#### DESCRIPTION OF THE TASK
Examine the material below and count the lines that hold the word "Corona". Report only the number.

#### RECORDS PROVIDED
• • •
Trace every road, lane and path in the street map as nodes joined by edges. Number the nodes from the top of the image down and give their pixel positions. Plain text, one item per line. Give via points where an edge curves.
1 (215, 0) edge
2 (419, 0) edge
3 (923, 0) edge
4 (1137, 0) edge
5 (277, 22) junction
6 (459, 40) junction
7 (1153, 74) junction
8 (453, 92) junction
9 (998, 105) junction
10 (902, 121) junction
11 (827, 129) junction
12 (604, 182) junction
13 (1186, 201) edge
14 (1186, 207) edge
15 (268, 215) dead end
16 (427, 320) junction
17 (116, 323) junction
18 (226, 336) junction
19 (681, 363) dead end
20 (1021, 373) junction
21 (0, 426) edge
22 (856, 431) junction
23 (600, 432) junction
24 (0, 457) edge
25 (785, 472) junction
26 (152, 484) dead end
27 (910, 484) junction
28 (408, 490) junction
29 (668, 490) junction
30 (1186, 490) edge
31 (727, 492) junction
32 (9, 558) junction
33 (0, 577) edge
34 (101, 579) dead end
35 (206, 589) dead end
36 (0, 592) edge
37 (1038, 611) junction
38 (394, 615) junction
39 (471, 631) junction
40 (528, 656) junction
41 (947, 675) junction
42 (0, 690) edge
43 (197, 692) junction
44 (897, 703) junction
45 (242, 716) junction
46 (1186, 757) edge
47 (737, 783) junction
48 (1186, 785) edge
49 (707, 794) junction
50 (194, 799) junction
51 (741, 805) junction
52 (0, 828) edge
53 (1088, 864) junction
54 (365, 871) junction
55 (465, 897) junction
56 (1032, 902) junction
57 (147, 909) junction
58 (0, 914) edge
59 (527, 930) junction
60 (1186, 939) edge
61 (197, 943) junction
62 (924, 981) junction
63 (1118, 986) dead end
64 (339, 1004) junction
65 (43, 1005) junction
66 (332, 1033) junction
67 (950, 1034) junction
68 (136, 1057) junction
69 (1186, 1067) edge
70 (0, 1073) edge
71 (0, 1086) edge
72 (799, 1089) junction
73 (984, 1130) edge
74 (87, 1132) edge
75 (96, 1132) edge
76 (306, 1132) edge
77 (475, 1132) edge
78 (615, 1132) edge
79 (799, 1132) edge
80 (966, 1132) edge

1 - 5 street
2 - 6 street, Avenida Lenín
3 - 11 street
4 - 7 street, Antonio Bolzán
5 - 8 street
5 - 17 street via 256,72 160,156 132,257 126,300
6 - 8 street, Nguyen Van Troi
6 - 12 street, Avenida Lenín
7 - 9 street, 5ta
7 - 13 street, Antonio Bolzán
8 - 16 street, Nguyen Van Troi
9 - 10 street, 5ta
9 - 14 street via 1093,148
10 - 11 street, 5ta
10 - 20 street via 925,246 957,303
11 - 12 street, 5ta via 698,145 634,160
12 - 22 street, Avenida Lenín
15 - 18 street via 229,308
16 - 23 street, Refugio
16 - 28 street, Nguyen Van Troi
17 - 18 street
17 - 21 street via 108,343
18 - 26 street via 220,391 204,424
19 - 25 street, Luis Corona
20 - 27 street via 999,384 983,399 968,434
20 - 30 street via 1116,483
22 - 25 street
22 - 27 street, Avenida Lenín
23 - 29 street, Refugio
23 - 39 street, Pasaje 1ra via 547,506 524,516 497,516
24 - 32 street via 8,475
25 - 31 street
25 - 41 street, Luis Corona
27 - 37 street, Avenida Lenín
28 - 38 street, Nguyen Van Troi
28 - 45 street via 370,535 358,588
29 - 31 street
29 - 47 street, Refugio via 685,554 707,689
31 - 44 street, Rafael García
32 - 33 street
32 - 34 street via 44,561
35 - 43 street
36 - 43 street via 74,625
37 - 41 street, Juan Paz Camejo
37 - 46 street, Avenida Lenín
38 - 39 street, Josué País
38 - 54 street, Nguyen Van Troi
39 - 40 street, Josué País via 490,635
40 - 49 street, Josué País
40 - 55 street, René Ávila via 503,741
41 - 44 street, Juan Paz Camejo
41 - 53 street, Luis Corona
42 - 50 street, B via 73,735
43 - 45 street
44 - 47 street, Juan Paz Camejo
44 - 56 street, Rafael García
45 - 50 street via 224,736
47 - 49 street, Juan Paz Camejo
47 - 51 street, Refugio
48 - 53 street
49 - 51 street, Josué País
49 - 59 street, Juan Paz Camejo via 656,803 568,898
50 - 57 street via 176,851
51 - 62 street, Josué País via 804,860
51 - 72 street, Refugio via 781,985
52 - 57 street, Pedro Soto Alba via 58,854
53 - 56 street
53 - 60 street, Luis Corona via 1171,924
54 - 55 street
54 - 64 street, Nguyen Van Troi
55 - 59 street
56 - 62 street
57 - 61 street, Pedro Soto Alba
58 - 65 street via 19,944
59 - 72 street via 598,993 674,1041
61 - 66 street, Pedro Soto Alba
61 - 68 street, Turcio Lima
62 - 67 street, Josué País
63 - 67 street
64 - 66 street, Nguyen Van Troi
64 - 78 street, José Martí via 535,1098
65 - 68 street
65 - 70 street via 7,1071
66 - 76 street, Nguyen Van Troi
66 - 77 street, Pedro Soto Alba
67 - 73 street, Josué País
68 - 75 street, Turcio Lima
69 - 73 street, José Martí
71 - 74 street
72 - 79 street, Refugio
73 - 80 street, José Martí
• • •
#### SOLUTION TO THIS PROBLEM
4